*** Stored data
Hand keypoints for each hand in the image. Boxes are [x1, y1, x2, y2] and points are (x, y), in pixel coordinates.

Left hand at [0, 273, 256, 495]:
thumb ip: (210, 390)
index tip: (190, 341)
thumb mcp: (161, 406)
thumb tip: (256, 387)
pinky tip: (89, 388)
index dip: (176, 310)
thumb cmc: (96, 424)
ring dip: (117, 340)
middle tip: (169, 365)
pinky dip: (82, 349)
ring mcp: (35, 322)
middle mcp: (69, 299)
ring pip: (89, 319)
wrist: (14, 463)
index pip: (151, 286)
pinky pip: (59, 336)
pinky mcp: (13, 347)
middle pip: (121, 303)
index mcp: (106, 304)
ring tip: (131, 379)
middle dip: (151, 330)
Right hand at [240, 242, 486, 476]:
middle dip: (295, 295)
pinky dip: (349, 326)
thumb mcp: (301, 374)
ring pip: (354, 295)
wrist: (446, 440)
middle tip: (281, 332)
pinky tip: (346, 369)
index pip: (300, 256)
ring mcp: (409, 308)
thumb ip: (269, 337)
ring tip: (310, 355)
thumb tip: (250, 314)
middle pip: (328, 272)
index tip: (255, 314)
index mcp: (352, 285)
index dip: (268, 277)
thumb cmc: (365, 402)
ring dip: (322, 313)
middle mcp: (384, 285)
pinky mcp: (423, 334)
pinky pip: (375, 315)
******
Return every record above exactly as it appears.

▶ [Reply to the exercise]
Hand keypoints for each hand in the image. Boxes are [x1, y1, x2, y2] and points are (x, y), in pixel coordinates.

Left hand at [0, 273, 256, 495]:
thumb ip: (210, 390)
index tip: (190, 341)
thumb mcp: (161, 406)
thumb tip: (256, 387)
pinky tip: (89, 388)
index dip: (176, 310)
thumb cmc: (96, 424)
ring dip: (117, 340)
middle tip: (169, 365)
pinky dip: (82, 349)
ring mcp: (35, 322)
middle mcp: (69, 299)
ring pip: (89, 319)
wrist: (14, 463)
index pip: (151, 286)
pinky pip: (59, 336)
pinky mcp: (13, 347)
middle pip: (121, 303)
index mcp: (106, 304)
ring tip: (131, 379)
middle dip: (151, 330)
Right hand at [240, 242, 486, 476]:
middle dip: (295, 295)
pinky dip: (349, 326)
thumb mcp: (301, 374)
ring pip: (354, 295)
wrist: (446, 440)
middle tip: (281, 332)
pinky tip: (346, 369)
index pip: (300, 256)
ring mcp: (409, 308)
thumb ip: (269, 337)
ring tip: (310, 355)
thumb tip: (250, 314)
middle pip: (328, 272)
index tip: (255, 314)
index mcp: (352, 285)
index dip: (268, 277)
thumb cmc: (365, 402)
ring dip: (322, 313)
middle mcp: (384, 285)
pinky mcp: (423, 334)
pinky pip: (375, 315)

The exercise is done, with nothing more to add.